Title:Indoor Positioning Using WSN and INS Sensor Fusion
VOLUME: 4 ISSUE: 1
Author(s):Ehad Akeila, Zoran Salcic and Akshya Swain
Affiliation:Department of Electrical and Computer Engineering. University of Auckland New Zealand.
Keywords:Bluetooth, indoor tracking, inertial navigation system, Kalman Filter, particle filter, sensor fusion, wireless sensor
network.
Abstract:This paper proposes a new method for enhancing the accuracy and availability of positioning
in indoor environment based on fusion of the positioning results obtained from two sensing technologies,
Inertial Navigation System (INS) and Wireless Sensor Network (WSN) (in this case Bluetooth-
based positioning system). The performance of each individual sensing technology has been optimised
first using new positioning methods before performing the fusion of results.

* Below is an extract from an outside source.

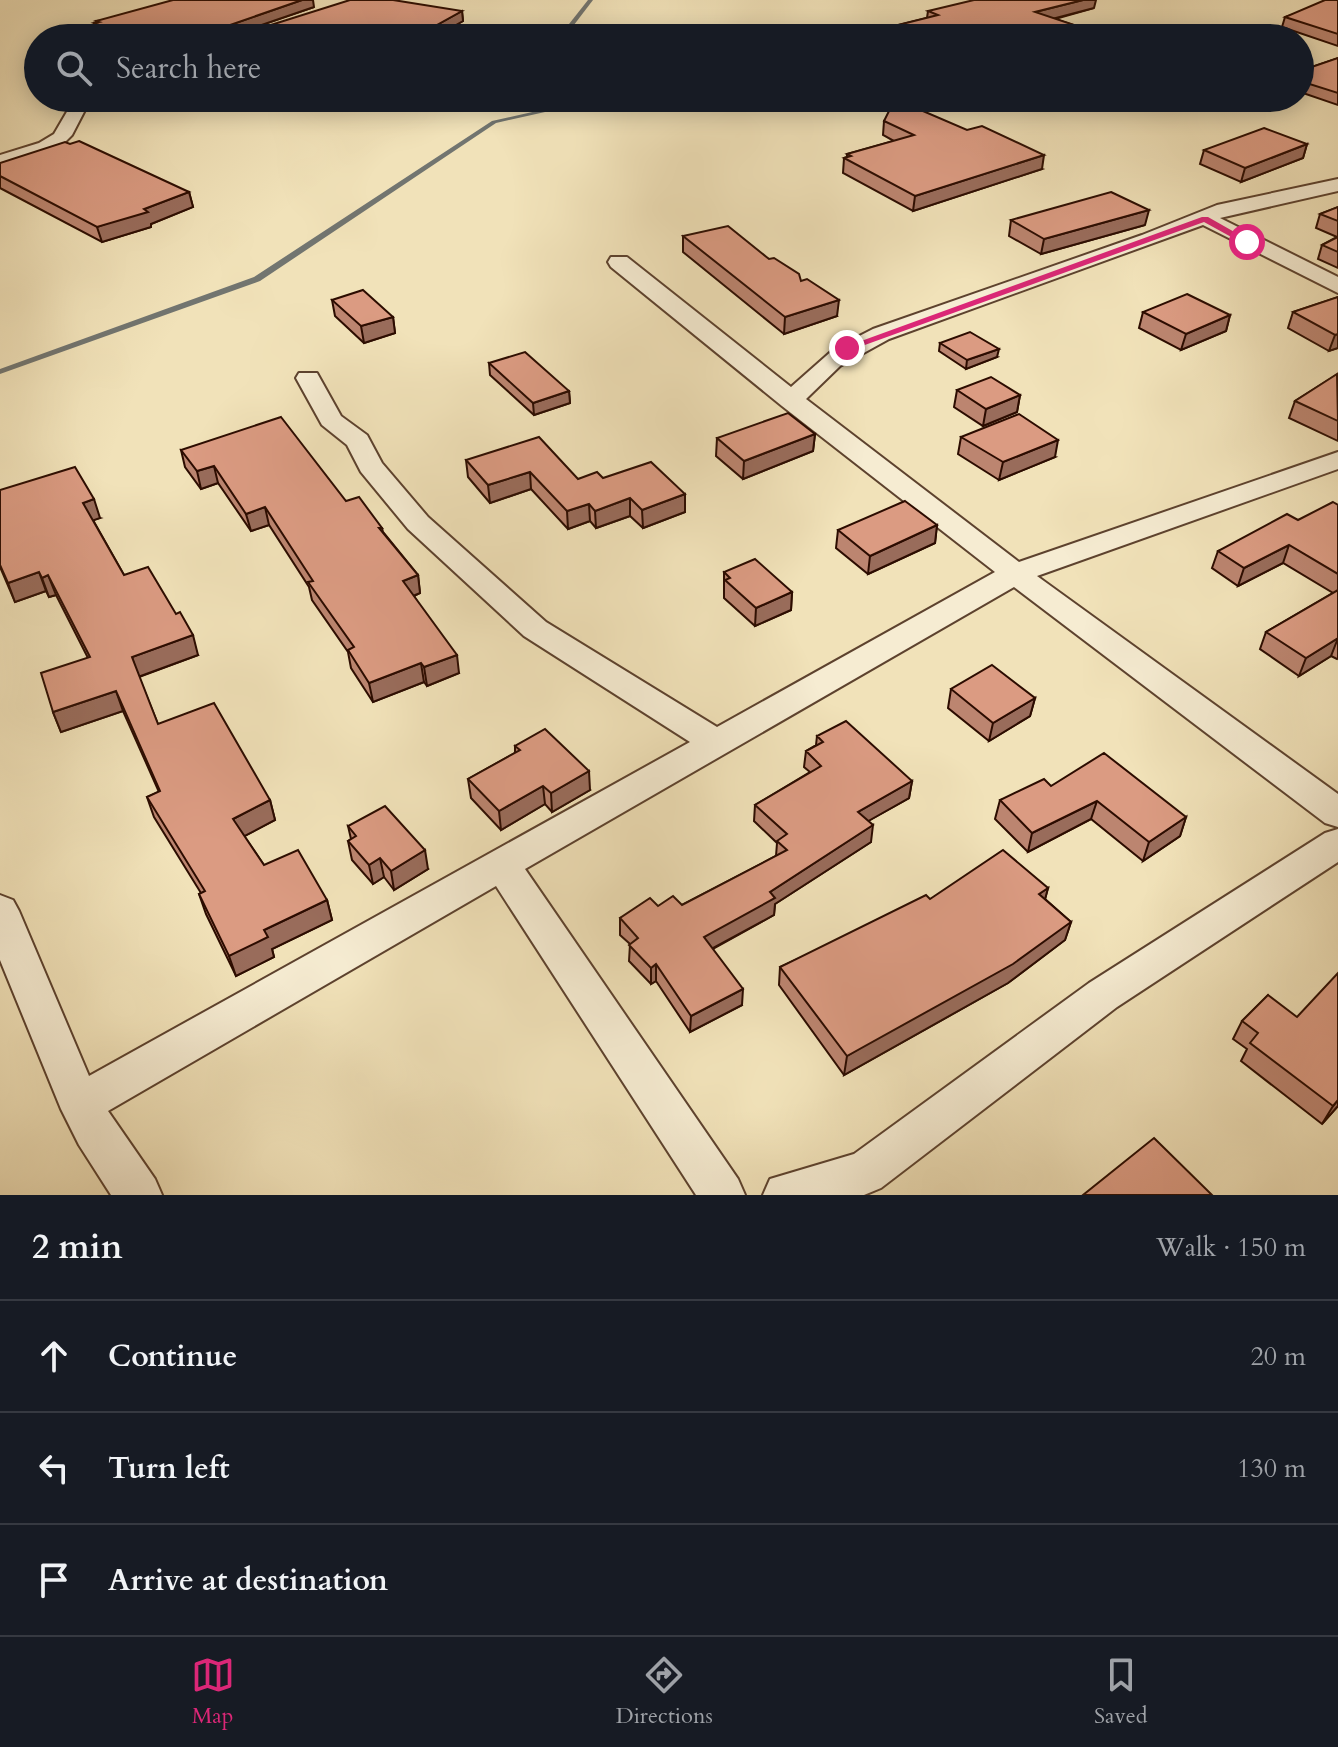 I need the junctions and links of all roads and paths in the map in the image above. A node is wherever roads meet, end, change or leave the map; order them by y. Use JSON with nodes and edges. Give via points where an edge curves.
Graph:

The fusion is
achieved by the utilisation of two fusion filters, particle filter and Extended Kalman filter, and is thoroughly
tested using a portable data acquisition unit which is specially designed for that purpose. Detailed
analysis and comparison of the performance between particle filter and Extended Kalman filter
has been performed. Results show that the proposed fusion method reduces the errors compared to single sensing technology
and the mean distance error of the final fused system is maintained below 1 metre using either of the two filters.